I have a pandas DataFrame with time as index (1 min Freq) and several columns worth of data. Sometimes the data contains NaN. If so, I want to interpolate only if the gap is not longer than 5 Minutes. In this case this would be a maximum of 5 consecutive NaNs.
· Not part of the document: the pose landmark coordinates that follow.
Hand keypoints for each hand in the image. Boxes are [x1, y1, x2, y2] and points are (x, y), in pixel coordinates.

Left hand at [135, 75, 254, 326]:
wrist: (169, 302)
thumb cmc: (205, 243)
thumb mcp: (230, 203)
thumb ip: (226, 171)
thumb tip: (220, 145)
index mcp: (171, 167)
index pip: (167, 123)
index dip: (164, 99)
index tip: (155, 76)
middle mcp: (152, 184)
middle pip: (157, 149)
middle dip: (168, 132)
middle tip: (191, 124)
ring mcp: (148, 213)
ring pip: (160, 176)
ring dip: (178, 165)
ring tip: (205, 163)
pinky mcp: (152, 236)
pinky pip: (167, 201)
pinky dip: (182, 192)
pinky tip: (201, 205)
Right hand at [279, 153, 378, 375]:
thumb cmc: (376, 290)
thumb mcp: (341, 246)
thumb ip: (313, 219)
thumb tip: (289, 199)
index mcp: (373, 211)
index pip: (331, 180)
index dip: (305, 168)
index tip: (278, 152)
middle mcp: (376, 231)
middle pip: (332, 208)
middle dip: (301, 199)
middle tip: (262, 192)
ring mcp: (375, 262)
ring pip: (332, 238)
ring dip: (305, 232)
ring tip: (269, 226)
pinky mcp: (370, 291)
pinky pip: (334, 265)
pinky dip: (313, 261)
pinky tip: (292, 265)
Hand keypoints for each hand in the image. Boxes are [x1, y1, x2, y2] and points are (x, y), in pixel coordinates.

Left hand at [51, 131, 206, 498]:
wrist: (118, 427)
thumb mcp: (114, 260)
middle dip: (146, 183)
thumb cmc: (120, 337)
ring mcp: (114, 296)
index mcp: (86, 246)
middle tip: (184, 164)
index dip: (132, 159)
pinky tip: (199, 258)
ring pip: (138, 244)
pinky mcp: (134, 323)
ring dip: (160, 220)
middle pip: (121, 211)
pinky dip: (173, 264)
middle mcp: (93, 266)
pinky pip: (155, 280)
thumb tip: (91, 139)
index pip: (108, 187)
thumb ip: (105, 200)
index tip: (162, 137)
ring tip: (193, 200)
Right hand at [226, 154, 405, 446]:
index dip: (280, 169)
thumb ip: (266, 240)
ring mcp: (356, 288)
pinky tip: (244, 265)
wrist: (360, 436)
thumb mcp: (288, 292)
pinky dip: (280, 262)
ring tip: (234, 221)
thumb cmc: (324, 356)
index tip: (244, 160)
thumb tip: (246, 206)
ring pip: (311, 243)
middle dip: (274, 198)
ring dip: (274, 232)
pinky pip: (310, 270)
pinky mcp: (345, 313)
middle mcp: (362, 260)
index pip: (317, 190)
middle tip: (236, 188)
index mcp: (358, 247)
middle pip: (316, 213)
The data may look like this (several test cases, which show the problems):
import numpy as np
import pandas as pd
from datetime import datetime
start = datetime(2014,2,21,14,50)
data = pd.DataFrame(index=[start + timedelta(minutes=1*x) for x in range(0, 8)],
data={'a': [123.5, np.NaN, 136.3, 164.3, 213.0, 164.3, 213.0, 221.1],
'b': [433.5, 523.2, 536.3, 464.3, 413.0, 164.3, 213.0, 221.1],
'c': [123.5, 132.3, 136.3, 164.3] + [np.NaN]*4,
'd': [np.NaN]*8,
'e': [np.NaN]*7 + [2330.3],
'f': [np.NaN]*4 + [2763.0, 2142.3, 2127.3, 2330.3],
'g': [2330.3] + [np.NaN]*7,
'h': [2330.3] + [np.NaN]*6 + [2777.7]})
It reads like this:
In [147]: data
Out[147]:
a b c d e f g h
2014-02-21 14:50:00 123.5 433.5 123.5 NaN NaN NaN 2330.3 2330.3
2014-02-21 14:51:00 NaN 523.2 132.3 NaN NaN NaN NaN NaN
2014-02-21 14:52:00 136.3 536.3 136.3 NaN NaN NaN NaN NaN
2014-02-21 14:53:00 164.3 464.3 164.3 NaN NaN NaN NaN NaN
2014-02-21 14:54:00 213.0 413.0 NaN NaN NaN 2763.0 NaN NaN
2014-02-21 14:55:00 164.3 164.3 NaN NaN NaN 2142.3 NaN NaN
2014-02-21 14:56:00 213.0 213.0 NaN NaN NaN 2127.3 NaN NaN
2014-02-21 14:57:00 221.1 221.1 NaN NaN 2330.3 2330.3 NaN 2777.7
I am aware of data.interpolate()
but it has several flaws, as it produces this result, which is good for the columns a-e, but for the columns f-h it fails for different reasons::
a b c d e f g \
2014-02-21 14:50:00 123.5 433.5 123.5 NaN NaN NaN 2330.3
2014-02-21 14:51:00 129.9 523.2 132.3 NaN NaN NaN 2330.3
2014-02-21 14:52:00 136.3 536.3 136.3 NaN NaN NaN 2330.3
2014-02-21 14:53:00 164.3 464.3 164.3 NaN NaN NaN 2330.3
2014-02-21 14:54:00 213.0 413.0 164.3 NaN NaN 2763.0 2330.3
2014-02-21 14:55:00 164.3 164.3 164.3 NaN NaN 2142.3 2330.3
2014-02-21 14:56:00 213.0 213.0 164.3 NaN NaN 2127.3 2330.3
2014-02-21 14:57:00 221.1 221.1 164.3 NaN 2330.3 2330.3 2330.3
h
2014-02-21 14:50:00 2330.300000
2014-02-21 14:51:00 2394.214286
2014-02-21 14:52:00 2458.128571
2014-02-21 14:53:00 2522.042857
2014-02-21 14:54:00 2585.957143
2014-02-21 14:55:00 2649.871429
2014-02-21 14:56:00 2713.785714
2014-02-21 14:57:00 2777.700000
f) The gap consists of 4 minutes worth of NaNs in the beginning, they should be replaced by that value 2763.0 (i.e. extrapolating backwards in time)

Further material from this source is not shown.